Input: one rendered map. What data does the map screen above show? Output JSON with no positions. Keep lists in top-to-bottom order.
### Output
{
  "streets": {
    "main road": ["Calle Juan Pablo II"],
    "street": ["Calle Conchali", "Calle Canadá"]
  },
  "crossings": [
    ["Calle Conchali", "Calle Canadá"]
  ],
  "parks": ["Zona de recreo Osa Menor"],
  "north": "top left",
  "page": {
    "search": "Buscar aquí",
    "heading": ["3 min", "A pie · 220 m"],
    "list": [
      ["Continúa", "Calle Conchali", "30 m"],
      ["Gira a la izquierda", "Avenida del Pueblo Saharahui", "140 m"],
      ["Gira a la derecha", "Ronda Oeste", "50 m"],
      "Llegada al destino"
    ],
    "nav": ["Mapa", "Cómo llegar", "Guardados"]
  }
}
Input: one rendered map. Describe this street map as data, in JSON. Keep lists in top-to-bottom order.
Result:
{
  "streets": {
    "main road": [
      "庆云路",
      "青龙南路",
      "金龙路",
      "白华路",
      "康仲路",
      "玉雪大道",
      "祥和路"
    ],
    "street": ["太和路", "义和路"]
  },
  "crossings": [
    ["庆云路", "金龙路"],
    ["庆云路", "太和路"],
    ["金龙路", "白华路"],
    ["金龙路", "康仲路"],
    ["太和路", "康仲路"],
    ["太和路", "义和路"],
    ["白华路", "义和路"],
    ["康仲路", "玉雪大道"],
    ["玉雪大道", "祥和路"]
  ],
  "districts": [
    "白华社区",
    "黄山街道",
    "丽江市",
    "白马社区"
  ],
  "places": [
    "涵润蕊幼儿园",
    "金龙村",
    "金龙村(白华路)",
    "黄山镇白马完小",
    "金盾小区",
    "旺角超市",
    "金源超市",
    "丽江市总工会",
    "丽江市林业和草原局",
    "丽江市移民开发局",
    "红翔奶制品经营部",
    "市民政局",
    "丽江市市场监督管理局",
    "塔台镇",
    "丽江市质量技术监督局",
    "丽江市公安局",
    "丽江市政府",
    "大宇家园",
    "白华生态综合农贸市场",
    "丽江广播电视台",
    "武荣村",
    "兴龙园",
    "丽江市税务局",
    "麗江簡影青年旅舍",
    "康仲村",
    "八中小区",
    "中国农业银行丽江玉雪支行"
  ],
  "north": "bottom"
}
■ ■ ■
- Activity
So that nothing is lost, please reproduce each entry exactly as written.

- Your solution
Input: one rendered map. What data does the map screen above show? Output JSON with no positions. Keep lists in top-to-bottom order.
### Output
{
  "streets": {
    "main road": ["Calle Juan Pablo II"],
    "street": ["Calle Conchali", "Calle Canadá"]
  },
  "crossings": [
    ["Calle Conchali", "Calle Canadá"]
  ],
  "parks": ["Zona de recreo Osa Menor"],
  "north": "top left",
  "page": {
    "search": "Buscar aquí",
    "heading": ["3 min", "A pie · 220 m"],
    "list": [
      ["Continúa", "Calle Conchali", "30 m"],
      ["Gira a la izquierda", "Avenida del Pueblo Saharahui", "140 m"],
      ["Gira a la derecha", "Ronda Oeste", "50 m"],
      "Llegada al destino"
    ],
    "nav": ["Mapa", "Cómo llegar", "Guardados"]
  }
}
Input: one rendered map. Describe this street map as data, in JSON. Keep lists in top-to-bottom order.
Result:
{
  "streets": {
    "main road": [
      "庆云路",
      "青龙南路",
      "金龙路",
      "白华路",
      "康仲路",
      "玉雪大道",
      "祥和路"
    ],
    "street": ["太和路", "义和路"]
  },
  "crossings": [
    ["庆云路", "金龙路"],
    ["庆云路", "太和路"],
    ["金龙路", "白华路"],
    ["金龙路", "康仲路"],
    ["太和路", "康仲路"],
    ["太和路", "义和路"],
    ["白华路", "义和路"],
    ["康仲路", "玉雪大道"],
    ["玉雪大道", "祥和路"]
  ],
  "districts": [
    "白华社区",
    "黄山街道",
    "丽江市",
    "白马社区"
  ],
  "places": [
    "涵润蕊幼儿园",
    "金龙村",
    "金龙村(白华路)",
    "黄山镇白马完小",
    "金盾小区",
    "旺角超市",
    "金源超市",
    "丽江市总工会",
    "丽江市林业和草原局",
    "丽江市移民开发局",
    "红翔奶制品经营部",
    "市民政局",
    "丽江市市场监督管理局",
    "塔台镇",
    "丽江市质量技术监督局",
    "丽江市公安局",
    "丽江市政府",
    "大宇家园",
    "白华生态综合农贸市场",
    "丽江广播电视台",
    "武荣村",
    "兴龙园",
    "丽江市税务局",
    "麗江簡影青年旅舍",
    "康仲村",
    "八中小区",
    "中国农业银行丽江玉雪支行"
  ],
  "north": "bottom"
}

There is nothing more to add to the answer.